What you should do »
Please state the number of lines in the records below that contain the string "this", and nothing further.

Data records »
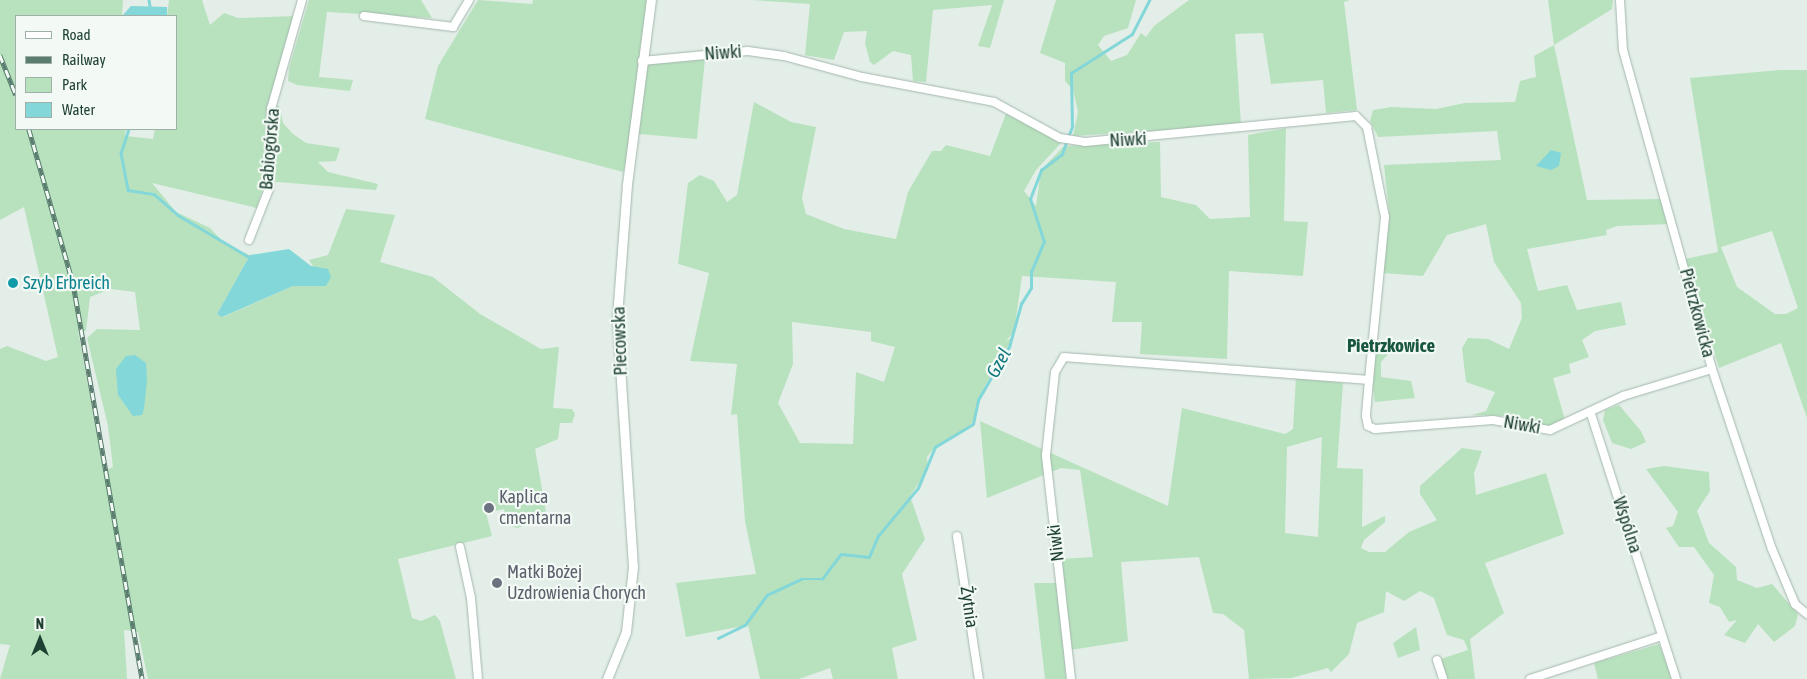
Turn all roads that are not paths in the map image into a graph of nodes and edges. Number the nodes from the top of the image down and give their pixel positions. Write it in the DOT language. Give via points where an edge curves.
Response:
graph roads {
  1 [pos="302,0"];
  2 [pos="469,0"];
  3 [pos="651,0"];
  4 [pos="1620,0"];
  5 [pos="364,16"];
  6 [pos="642,61"];
  7 [pos="249,240"];
  8 [pos="1712,369"];
  9 [pos="1368,380"];
  10 [pos="1591,414"];
  11 [pos="957,536"];
  12 [pos="460,547"];
  13 [pos="1807,614"];
  14 [pos="1662,636"];
  15 [pos="1437,660"];
  16 [pos="478,679"];
  17 [pos="606,679"];
  18 [pos="979,679"];
  19 [pos="1071,679"];
  20 [pos="1443,679"];
  21 [pos="1530,679"];
  22 [pos="1676,679"];
  1 -- 7 [label="street, Babiogórska" via="271,109 268,189"];
  2 -- 5 [label="street" via="453,28"];
  3 -- 6 [label="street, Piecowska"];
  4 -- 8 [label="street, Pietrzkowicka" via="1623,50"];
  6 -- 9 [label="street, Niwki" via="748,51 784,56 862,77 994,102 1071,141 1183,136 1345,116 1363,119 1385,217"];
  6 -- 17 [label="street, Piecowska" via="618,317 633,568 626,632"];
  8 -- 10 [label="street, Niwki" via="1623,396"];
  8 -- 13 [label="street, Pietrzkowicka" via="1772,549 1794,604"];
  9 -- 10 [label="street, Niwki" via="1366,416 1368,426 1375,428 1492,420 1539,431"];
  9 -- 19 [label="street, Niwki" via="1144,360 1064,357 1058,361 1046,455"];
  10 -- 14 [label="street, Wspólna"];
  11 -- 18 [label="street, Żytnia"];
  12 -- 16 [label="street" via="471,598"];
  14 -- 21 [label="street"];
  14 -- 22 [label="street, Wspólna"];
  15 -- 20 [label="street"];
}
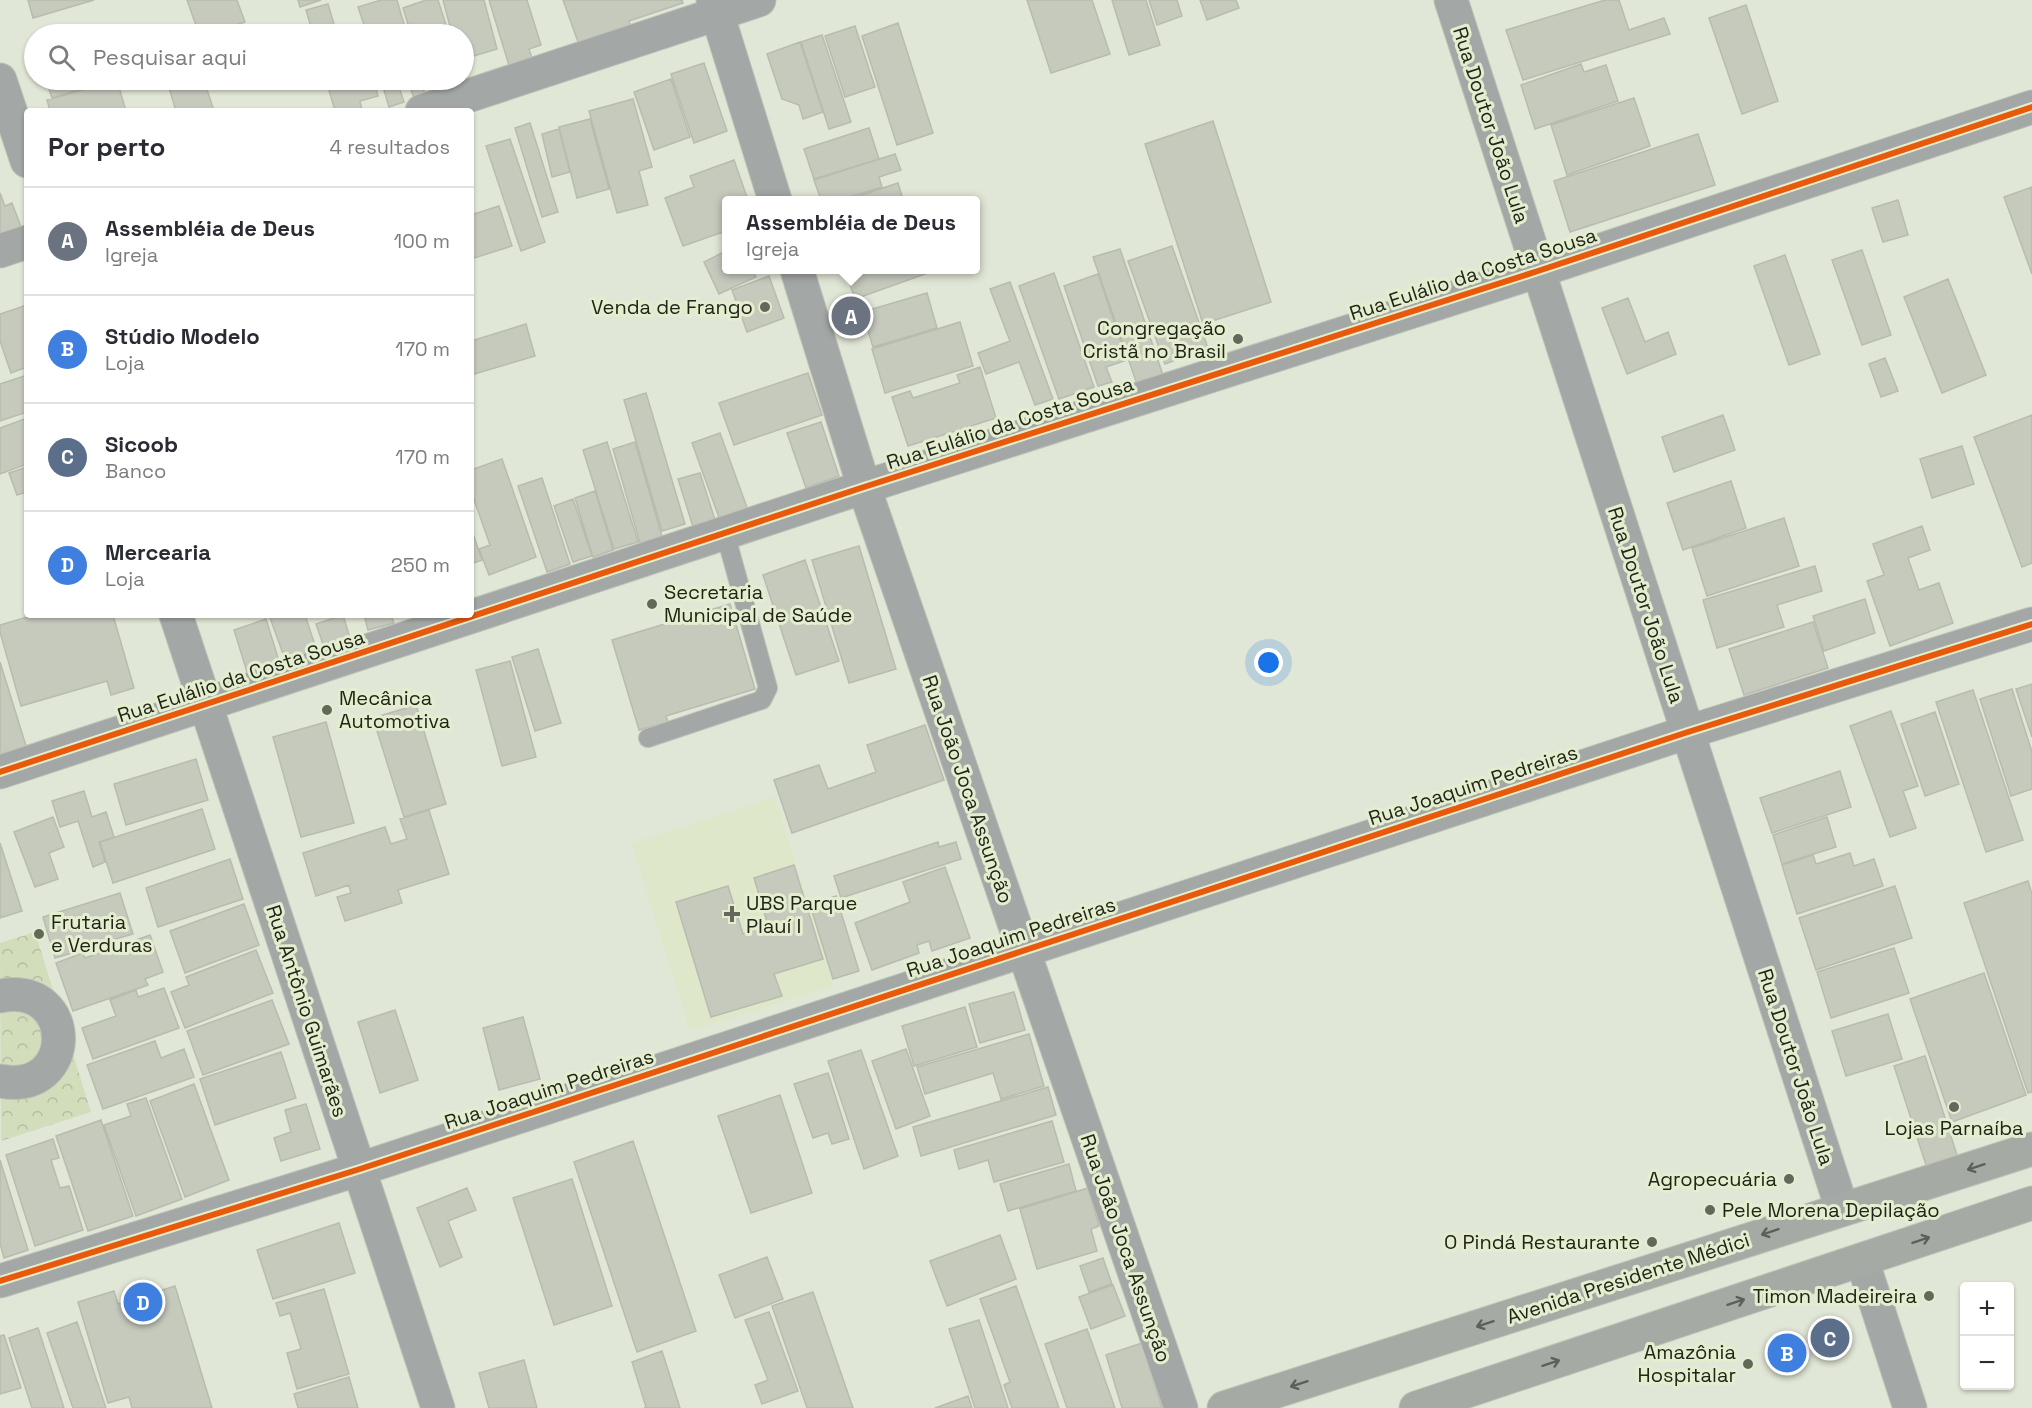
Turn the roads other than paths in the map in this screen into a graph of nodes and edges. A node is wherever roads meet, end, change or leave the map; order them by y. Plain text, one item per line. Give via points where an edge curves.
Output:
1 (759, 0) edge
2 (1451, 0) edge
3 (716, 7) edge
4 (0, 80) edge
5 (2032, 107) edge
6 (430, 108) edge
7 (24, 152) edge
8 (774, 196) edge
9 (24, 243) edge
10 (0, 250) edge
11 (1538, 271) junction
12 (798, 274) edge
13 (864, 487) junction
14 (725, 533) junction
15 (474, 617) edge
16 (177, 618) edge
17 (470, 618) edge
18 (2032, 624) edge
19 (206, 706) junction
20 (1688, 732) junction
21 (648, 738) dead end
22 (0, 772) edge
23 (1024, 951) junction
24 (0, 996) edge
25 (0, 1081) edge
26 (2032, 1149) edge
27 (360, 1169) junction
28 (2032, 1203) edge
29 (1842, 1209) junction
30 (1862, 1260) junction
31 (0, 1281) edge
32 (438, 1408) edge
33 (1181, 1408) edge
34 (1224, 1408) edge
35 (1416, 1408) edge
36 (1910, 1408) edge

1 - 3 street
2 - 11 street, Rua Doutor João Lula
3 - 6 street
3 - 8 street
4 - 7 street
5 - 11 street, Rua Eulálio da Costa Sousa
9 - 10 street
11 - 13 street, Rua Eulálio da Costa Sousa
11 - 20 street, Rua Doutor João Lula
12 - 13 street, Rua João Joca Assunção
13 - 14 street, Rua Eulálio da Costa Sousa
13 - 23 street, Rua João Joca Assunção
14 - 15 street, Rua Eulálio da Costa Sousa
14 - 21 lane via 768,688 762,700
16 - 19 street, Rua Antônio Guimarães
17 - 19 street, Rua Eulálio da Costa Sousa
18 - 20 street, Rua Joaquim Pedreiras
19 - 22 street, Rua Eulálio da Costa Sousa
19 - 27 street, Rua Antônio Guimarães
20 - 23 street, Rua Joaquim Pedreiras
20 - 29 street, Rua Doutor João Lula
23 - 27 street, Rua Joaquim Pedreiras
23 - 33 street, Rua João Joca Assunção
24 - 25 street via 29,995 43,1002 55,1017 59,1048 53,1062 31,1080
26 -> 29 main road, Avenida Presidente Médici
27 - 31 street, Rua Joaquim Pedreiras
27 - 32 street, Rua Antônio Guimarães
30 -> 28 main road
29 -> 34 main road, Avenida Presidente Médici
35 -> 30 main road
30 - 36 street

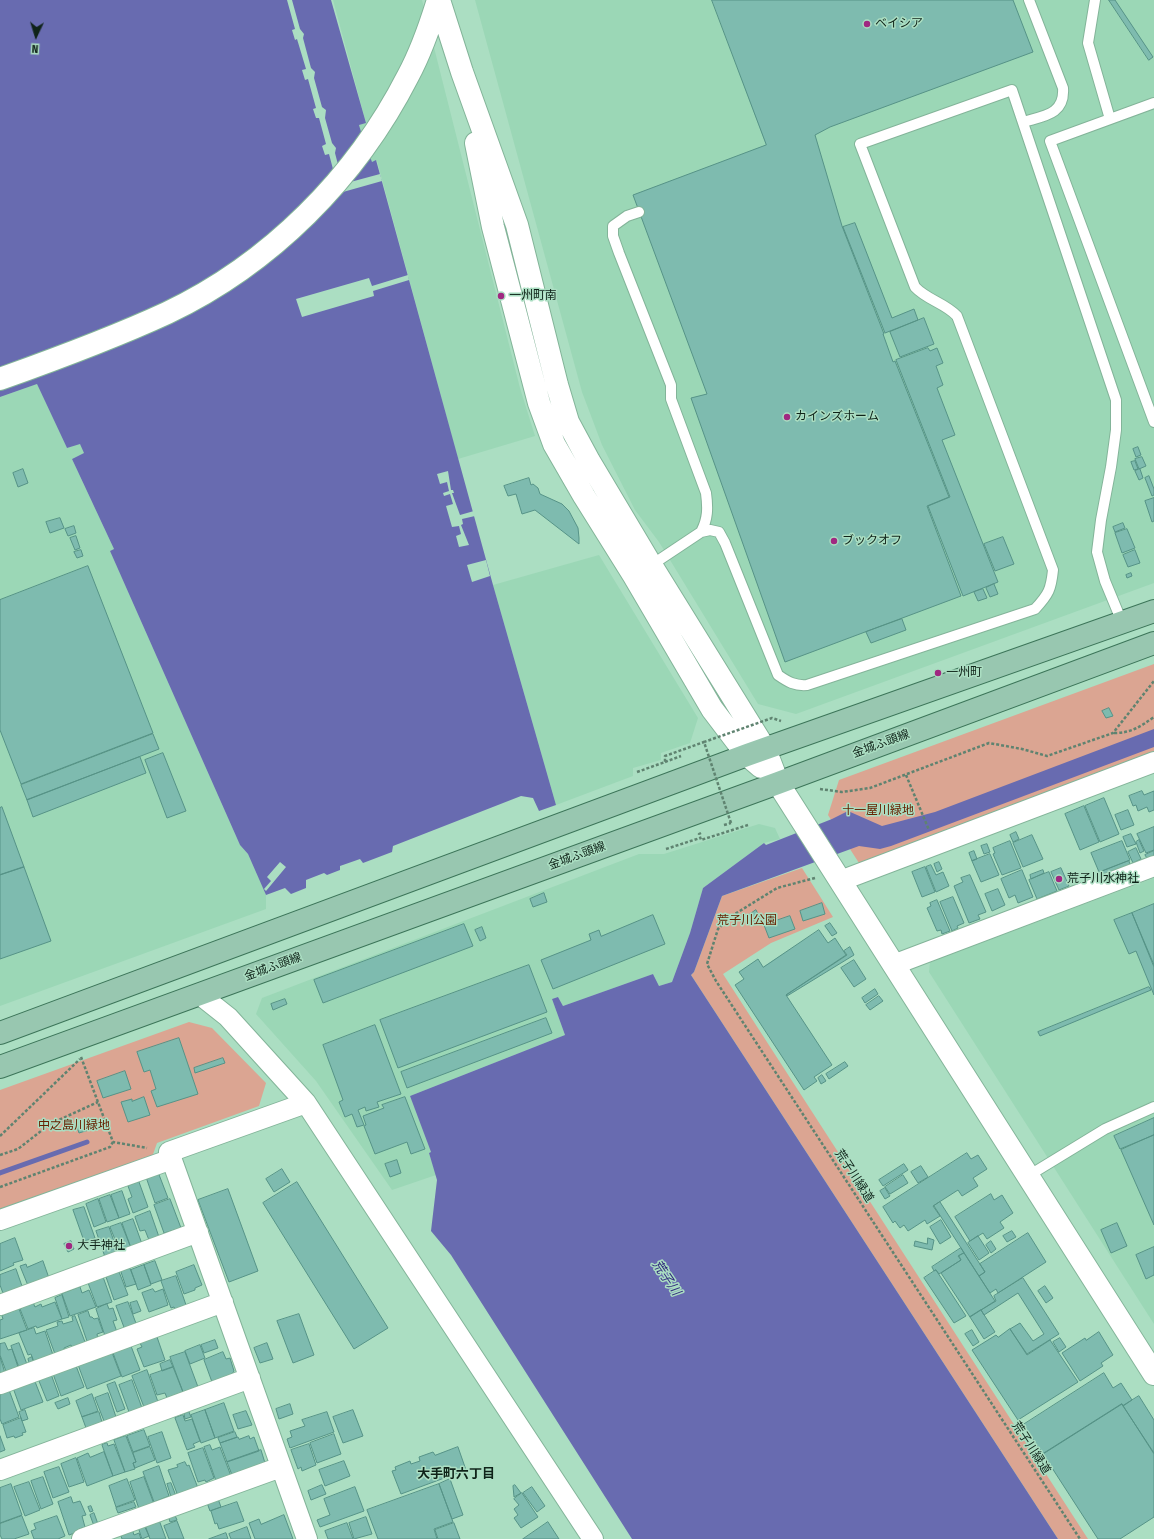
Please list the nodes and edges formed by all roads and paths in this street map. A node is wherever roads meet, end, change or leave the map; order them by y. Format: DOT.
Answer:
graph roads {
  1 [pos="439,0"];
  2 [pos="1029,0"];
  3 [pos="1095,0"];
  4 [pos="1154,103"];
  5 [pos="1110,119"];
  6 [pos="1023,122"];
  7 [pos="639,212"];
  8 [pos="0,379"];
  9 [pos="1154,422"];
  10 [pos="701,532"];
  11 [pos="642,570"];
  12 [pos="1154,611"];
  13 [pos="1122,622"];
  14 [pos="1154,643"];
  15 [pos="1154,681"];
  16 [pos="1154,717"];
  17 [pos="781,721"];
  18 [pos="1113,733"];
  19 [pos="704,742"];
  20 [pos="756,752"];
  21 [pos="682,756"];
  22 [pos="665,762"];
  23 [pos="1154,762"];
  24 [pos="637,772"];
  25 [pos="906,775"];
  26 [pos="778,783"];
  27 [pos="813,788"];
  28 [pos="748,825"];
  29 [pos="718,827"];
  30 [pos="705,831"];
  31 [pos="931,834"];
  32 [pos="700,838"];
  33 [pos="666,849"];
  34 [pos="1154,866"];
  35 [pos="834,872"];
  36 [pos="893,965"];
  37 [pos="199,994"];
  38 [pos="0,1033"];
  39 [pos="78,1049"];
  40 [pos="0,1067"];
  41 [pos="98,1102"];
  42 [pos="306,1103"];
  43 [pos="1154,1107"];
  44 [pos="0,1136"];
  45 [pos="113,1142"];
  46 [pos="0,1155"];
  47 [pos="171,1155"];
  48 [pos="1028,1176"];
  49 [pos="0,1187"];
  50 [pos="0,1220"];
  51 [pos="198,1232"];
  52 [pos="223,1302"];
  53 [pos="0,1305"];
  54 [pos="1154,1374"];
  55 [pos="250,1378"];
  56 [pos="0,1384"];
  57 [pos="281,1467"];
  58 [pos="0,1470"];
  59 [pos="82,1539"];
  60 [pos="306,1539"];
  61 [pos="592,1539"];
  62 [pos="1080,1539"];
  1 -- 8 [label="street"];
  1 -- 11 [label="street"];
  2 -- 6 [label="lane"];
  3 -- 5 [label="lane"];
  4 -- 5 [label="lane"];
  5 -- 9 [label="lane"];
  6 -- 10 [label="lane"];
  6 -- 13 [label="lane"];
  7 -- 10 [label="lane"];
  10 -- 11 [label="lane"];
  11 -- 20 [label="street"];
  12 -- 13 [label="main road"];
  13 -- 20 [label="main road"];
  14 -- 26 [label="main road, 金城ふ頭線"];
  15 -- 18 [label="path"];
  16 -- 18 [label="path"];
  17 -- 19 [label="path, bridge"];
  18 -- 25 [label="path"];
  19 -- 22 [label="path"];
  19 -- 29 [label="path, bridge"];
  20 -- 26 [label="street"];
  20 -- 38 [label="main road"];
  21 -- 22 [label="path"];
  22 -- 24 [label="path"];
  23 -- 35 [label="street"];
  25 -- 27 [label="path"];
  25 -- 31 [label="path"];
  26 -- 35 [label="street"];
  26 -- 37 [label="main road, 金城ふ頭線"];
  28 -- 32 [label="path"];
  30 -- 32 [label="path"];
  32 -- 33 [label="path"];
  34 -- 36 [label="street"];
  35 -- 36 [label="street"];
  35 -- 62 [label="path, 荒子川緑道"];
  36 -- 48 [label="street"];
  37 -- 39 [label="main road, 金城ふ頭線"];
  37 -- 42 [label="street"];
  39 -- 40 [label="main road, 金城ふ頭線"];
  39 -- 41 [label="path"];
  39 -- 44 [label="path"];
  41 -- 45 [label="path"];
  41 -- 46 [label="path"];
  42 -- 47 [label="street"];
  42 -- 61 [label="street"];
  43 -- 48 [label="lane"];
  45 -- 47 [label="path"];
  45 -- 49 [label="path"];
  47 -- 50 [label="street"];
  47 -- 51 [label="street"];
  48 -- 54 [label="street"];
  51 -- 52 [label="street"];
  51 -- 53 [label="street"];
  52 -- 55 [label="street"];
  52 -- 56 [label="street"];
  55 -- 57 [label="street"];
  55 -- 58 [label="street"];
  57 -- 59 [label="street"];
  57 -- 60 [label="street"];
}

Response area »
2